Increased background precipitation masks the moisture deficit caused by crop greening in Northeast China

The discrepancy between water resource availability and agricultural production has become a dominant constraint on the sustainable development of agriculture. Recent satellite records have documented increasing vegetation growth since the 21st century, and this so-called "vegetation greening" has been unprecedented in the agricultural region of Northeast China. However, the influence of increased crop growth on regional water resources through the alteration of hydrological cycling remains unclear.

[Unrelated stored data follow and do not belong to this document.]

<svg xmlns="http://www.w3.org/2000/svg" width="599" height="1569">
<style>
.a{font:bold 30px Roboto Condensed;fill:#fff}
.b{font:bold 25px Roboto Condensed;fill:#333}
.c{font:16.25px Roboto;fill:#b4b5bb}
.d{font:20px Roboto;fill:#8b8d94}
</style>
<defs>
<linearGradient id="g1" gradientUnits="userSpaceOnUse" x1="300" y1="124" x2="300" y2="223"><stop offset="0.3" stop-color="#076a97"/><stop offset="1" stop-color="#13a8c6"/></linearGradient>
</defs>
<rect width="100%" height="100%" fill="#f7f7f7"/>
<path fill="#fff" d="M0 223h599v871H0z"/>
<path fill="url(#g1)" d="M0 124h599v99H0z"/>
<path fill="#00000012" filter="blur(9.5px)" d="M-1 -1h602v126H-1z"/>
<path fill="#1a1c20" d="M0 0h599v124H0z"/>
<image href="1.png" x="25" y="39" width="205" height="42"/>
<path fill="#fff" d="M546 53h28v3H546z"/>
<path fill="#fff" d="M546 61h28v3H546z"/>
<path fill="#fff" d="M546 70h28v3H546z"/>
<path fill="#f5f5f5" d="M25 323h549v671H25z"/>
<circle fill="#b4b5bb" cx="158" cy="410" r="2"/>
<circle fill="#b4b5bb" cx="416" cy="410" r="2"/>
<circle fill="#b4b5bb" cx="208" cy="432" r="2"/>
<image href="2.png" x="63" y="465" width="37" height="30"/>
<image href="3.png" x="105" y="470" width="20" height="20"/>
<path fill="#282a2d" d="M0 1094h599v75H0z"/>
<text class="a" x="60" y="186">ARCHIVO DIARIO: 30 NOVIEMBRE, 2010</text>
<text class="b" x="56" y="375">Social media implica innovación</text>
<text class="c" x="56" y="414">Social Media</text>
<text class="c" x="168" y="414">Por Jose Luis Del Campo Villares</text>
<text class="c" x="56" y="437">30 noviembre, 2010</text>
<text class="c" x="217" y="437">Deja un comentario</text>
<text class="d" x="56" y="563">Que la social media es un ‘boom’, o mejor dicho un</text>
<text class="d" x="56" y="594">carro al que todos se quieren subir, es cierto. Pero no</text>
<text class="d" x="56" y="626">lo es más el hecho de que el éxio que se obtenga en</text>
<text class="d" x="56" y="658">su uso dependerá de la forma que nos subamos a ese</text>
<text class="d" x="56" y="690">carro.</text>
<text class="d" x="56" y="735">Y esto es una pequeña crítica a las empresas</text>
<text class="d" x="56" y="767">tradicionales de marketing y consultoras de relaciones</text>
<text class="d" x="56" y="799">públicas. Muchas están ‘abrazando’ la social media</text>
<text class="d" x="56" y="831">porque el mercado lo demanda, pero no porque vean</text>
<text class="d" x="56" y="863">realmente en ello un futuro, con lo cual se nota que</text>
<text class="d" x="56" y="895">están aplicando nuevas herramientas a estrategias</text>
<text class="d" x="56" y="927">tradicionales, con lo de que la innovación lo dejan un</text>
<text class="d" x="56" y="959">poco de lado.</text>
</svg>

This study investigated the impact of crop greening on the regional water balance in Northeast China using time-series satellite and observational records, machine learning, and numerical scenario simulations from WRF. Our results indicate that the enhanced water cycling during 2001-2020 in this region was characterized by a significant increasing trend in evapotranspiration, precipitation, and soil moisture. We found a complex sensitivity to the leaf area index (LAI) across Northeast China, with positive sensitivity in the southwestern regions and negative sensitivity in the typical black soil zones. The downwind precipitation induced by crop greening suggests that at the regional scale, the landscape pattern may play a more significant role in determining the water cycling response to crop greening. Our data driven and model-driven results indicate that the background precipitation increase was the dominant contributor to the soil moisture increase, which masked the water deficit caused by crop greening. We also found that the continuous precipitation increasing trend projected by CMIP6 could further relieve conflicts between agriculture and water resources. In summary, our study provides insights into the impact of crop greening on the regional water balance in Northeast China and highlights the importance of considering both landscape patterns and background precipitation changes in understanding the water cycling response to crop greening.